:: Your objective ::
Word for word, restate every entry that follows.

------------------------

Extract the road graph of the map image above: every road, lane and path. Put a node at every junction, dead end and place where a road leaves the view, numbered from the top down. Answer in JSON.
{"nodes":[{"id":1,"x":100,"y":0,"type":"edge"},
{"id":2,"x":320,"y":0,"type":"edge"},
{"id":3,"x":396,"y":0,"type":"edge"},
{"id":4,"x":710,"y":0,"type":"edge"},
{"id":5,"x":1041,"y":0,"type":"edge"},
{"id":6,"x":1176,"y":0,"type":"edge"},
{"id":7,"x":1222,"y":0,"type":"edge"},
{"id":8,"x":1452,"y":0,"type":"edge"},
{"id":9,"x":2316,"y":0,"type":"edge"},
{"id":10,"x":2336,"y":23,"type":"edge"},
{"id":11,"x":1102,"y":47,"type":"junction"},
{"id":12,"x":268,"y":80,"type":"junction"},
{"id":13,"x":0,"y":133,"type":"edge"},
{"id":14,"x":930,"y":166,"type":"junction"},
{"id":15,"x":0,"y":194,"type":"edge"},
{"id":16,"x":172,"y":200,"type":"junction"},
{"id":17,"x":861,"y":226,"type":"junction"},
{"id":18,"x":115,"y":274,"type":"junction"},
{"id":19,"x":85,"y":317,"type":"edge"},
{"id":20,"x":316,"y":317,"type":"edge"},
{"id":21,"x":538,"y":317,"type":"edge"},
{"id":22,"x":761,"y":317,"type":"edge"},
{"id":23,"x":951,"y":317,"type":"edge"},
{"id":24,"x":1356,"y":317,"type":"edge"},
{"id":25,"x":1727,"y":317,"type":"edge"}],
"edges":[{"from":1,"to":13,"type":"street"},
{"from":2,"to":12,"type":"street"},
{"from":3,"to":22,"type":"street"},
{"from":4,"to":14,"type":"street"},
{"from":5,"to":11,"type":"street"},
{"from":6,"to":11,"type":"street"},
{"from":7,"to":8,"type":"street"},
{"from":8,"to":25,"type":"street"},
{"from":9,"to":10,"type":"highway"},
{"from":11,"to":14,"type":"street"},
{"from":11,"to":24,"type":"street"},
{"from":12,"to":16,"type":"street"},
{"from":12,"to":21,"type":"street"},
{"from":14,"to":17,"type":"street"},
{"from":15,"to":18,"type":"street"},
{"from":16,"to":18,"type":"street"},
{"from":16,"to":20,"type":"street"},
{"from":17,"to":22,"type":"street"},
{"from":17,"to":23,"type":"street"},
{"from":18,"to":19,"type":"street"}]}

------------------------

:: Solved exercise ::
Extract the road graph of the map image above: every road, lane and path. Put a node at every junction, dead end and place where a road leaves the view, numbered from the top down. Answer in JSON.
{"nodes":[{"id":1,"x":100,"y":0,"type":"edge"},
{"id":2,"x":320,"y":0,"type":"edge"},
{"id":3,"x":396,"y":0,"type":"edge"},
{"id":4,"x":710,"y":0,"type":"edge"},
{"id":5,"x":1041,"y":0,"type":"edge"},
{"id":6,"x":1176,"y":0,"type":"edge"},
{"id":7,"x":1222,"y":0,"type":"edge"},
{"id":8,"x":1452,"y":0,"type":"edge"},
{"id":9,"x":2316,"y":0,"type":"edge"},
{"id":10,"x":2336,"y":23,"type":"edge"},
{"id":11,"x":1102,"y":47,"type":"junction"},
{"id":12,"x":268,"y":80,"type":"junction"},
{"id":13,"x":0,"y":133,"type":"edge"},
{"id":14,"x":930,"y":166,"type":"junction"},
{"id":15,"x":0,"y":194,"type":"edge"},
{"id":16,"x":172,"y":200,"type":"junction"},
{"id":17,"x":861,"y":226,"type":"junction"},
{"id":18,"x":115,"y":274,"type":"junction"},
{"id":19,"x":85,"y":317,"type":"edge"},
{"id":20,"x":316,"y":317,"type":"edge"},
{"id":21,"x":538,"y":317,"type":"edge"},
{"id":22,"x":761,"y":317,"type":"edge"},
{"id":23,"x":951,"y":317,"type":"edge"},
{"id":24,"x":1356,"y":317,"type":"edge"},
{"id":25,"x":1727,"y":317,"type":"edge"}],
"edges":[{"from":1,"to":13,"type":"street"},
{"from":2,"to":12,"type":"street"},
{"from":3,"to":22,"type":"street"},
{"from":4,"to":14,"type":"street"},
{"from":5,"to":11,"type":"street"},
{"from":6,"to":11,"type":"street"},
{"from":7,"to":8,"type":"street"},
{"from":8,"to":25,"type":"street"},
{"from":9,"to":10,"type":"highway"},
{"from":11,"to":14,"type":"street"},
{"from":11,"to":24,"type":"street"},
{"from":12,"to":16,"type":"street"},
{"from":12,"to":21,"type":"street"},
{"from":14,"to":17,"type":"street"},
{"from":15,"to":18,"type":"street"},
{"from":16,"to":18,"type":"street"},
{"from":16,"to":20,"type":"street"},
{"from":17,"to":22,"type":"street"},
{"from":17,"to":23,"type":"street"},
{"from":18,"to":19,"type":"street"}]}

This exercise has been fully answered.